Chris Wright

No. 28, 2, 4
- Positions: Wide receiver, Kick returner

Personal information
- Born: August 24, 1972 Valdosta, Georgia, U.S.
- Died: July 31, 2005 (aged 32) Atlanta, Georgia, U.S.

Career information
- College: Georgia Southern

Career history
- 1995: Baltimore Stallions
- 1996–1998: Montreal Alouettes
- 2002: BC Lions

Awards and highlights
- Grey Cup champion (1995); CFL All-Star (1995); Frank M. Gibson Trophy (1995);

= Chris Wright (Canadian football) =

American football player (1972–2005)

Chris R. Wright (August 24, 1972 - July 31, 2005) was a Canadian Football League (CFL) kick returner and Grey Cup champion.

Wright played college football at Georgia Southern. His first year as a professional was successful, for as kick returner with the Baltimore Stallions he scored 3 touchdowns on punt returns and added an 82-yard punt return for a touchdown in their Grey Cup victory. This won him the Frank M. Gibson Trophy as best rookie in the CFL Southern Conference, and an all-star selection.

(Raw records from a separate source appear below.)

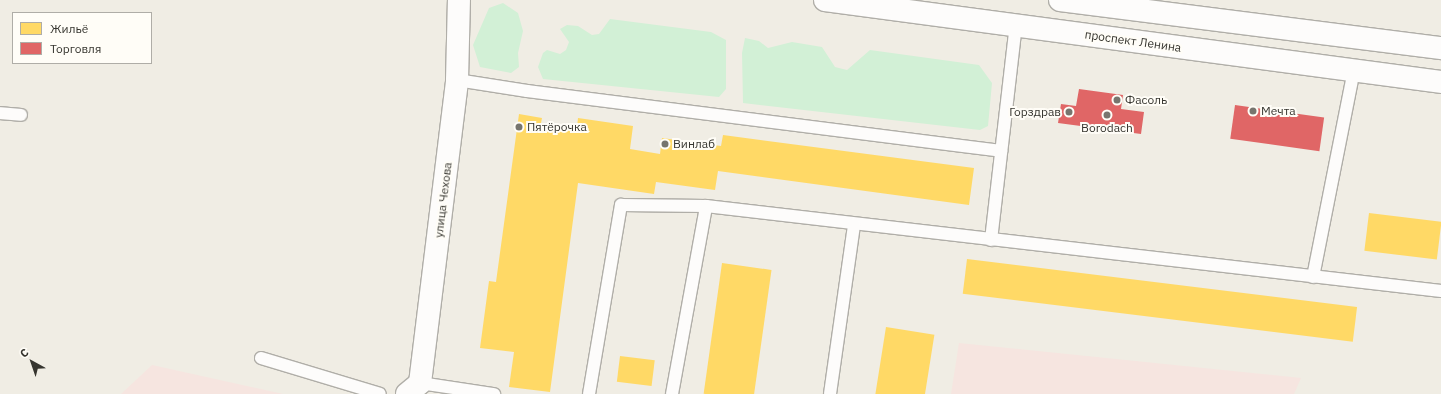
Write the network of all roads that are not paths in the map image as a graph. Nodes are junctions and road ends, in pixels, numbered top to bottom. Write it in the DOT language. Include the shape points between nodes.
graph roads {
  1 [pos="459,0"];
  2 [pos="825,0"];
  3 [pos="1060,0"];
  4 [pos="1016,26"];
  5 [pos="1441,48"];
  6 [pos="1354,70"];
  7 [pos="457,80"];
  8 [pos="1441,82"];
  9 [pos="0,113"];
  10 [pos="21,114"];
  11 [pos="1001,151"];
  12 [pos="706,206"];
  13 [pos="854,225"];
  14 [pos="991,240"];
  15 [pos="1313,277"];
  16 [pos="1441,291"];
  17 [pos="261,358"];
  18 [pos="414,388"];
  19 [pos="380,394"];
  20 [pos="494,394"];
  21 [pos="590,394"];
  22 [pos="672,394"];
  23 [pos="830,394"];
  1 -- 7 [label="main road, улица Чехова"];
  2 -- 4 [label="main road, проспект Ленина"];
  3 -- 5 [label="main road"];
  4 -- 6 [label="main road, проспект Ленина"];
  4 -- 11 [label="lane"];
  6 -- 8 [label="main road, проспект Ленина"];
  6 -- 15 [label="lane"];
  7 -- 11 [label="lane"];
  7 -- 18 [label="main road, улица Чехова"];
  9 -- 10 [label="lane"];
  11 -- 14 [label="lane"];
  12 -- 13 [label="lane"];
  12 -- 21 [label="lane" via="621,205"];
  12 -- 22 [label="lane"];
  13 -- 14 [label="lane"];
  13 -- 23 [label="lane"];
  14 -- 15 [label="lane"];
  15 -- 16 [label="lane"];
  17 -- 19 [label="lane"];
  18 -- 20 [label="lane"];
}
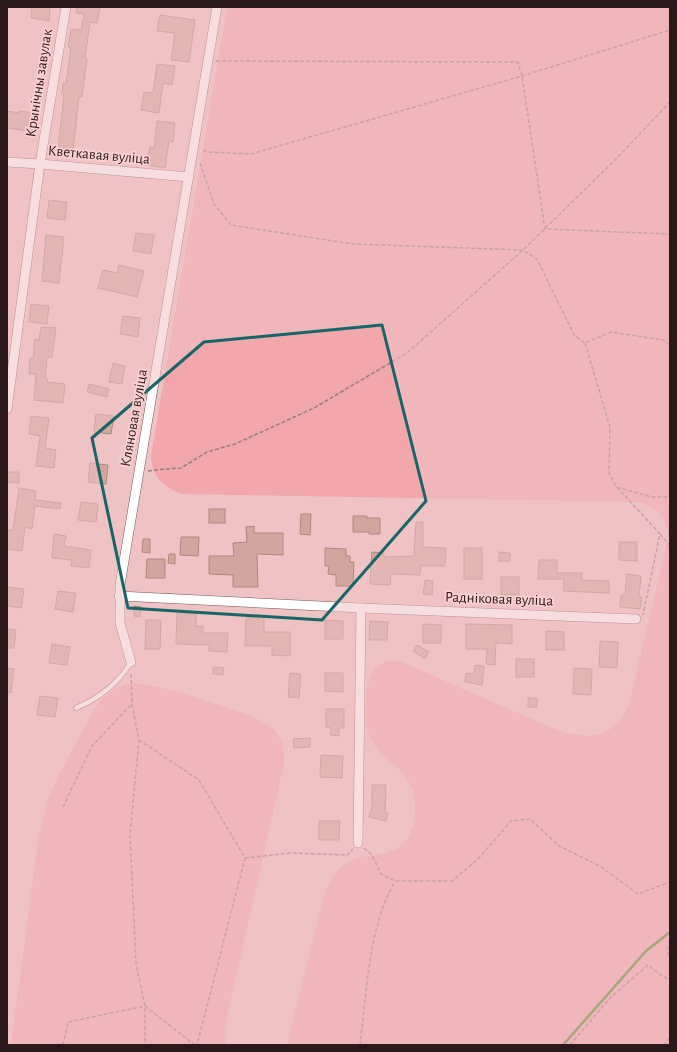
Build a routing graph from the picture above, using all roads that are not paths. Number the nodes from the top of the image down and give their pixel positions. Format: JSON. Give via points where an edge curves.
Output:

He moved north to Canada with the Stallions when they relocated and became the revived Montreal Alouettes. He missed the entire 1996 season due to injury, but had an impressive 1997 campaign, with 2 punt return touchdowns. He was released after the 1998 season, but resurfaced in 2002 with the BC Lions, where he played 7 games.

Chris Wright was murdered in a shooting in Atlanta on July 31, 2005.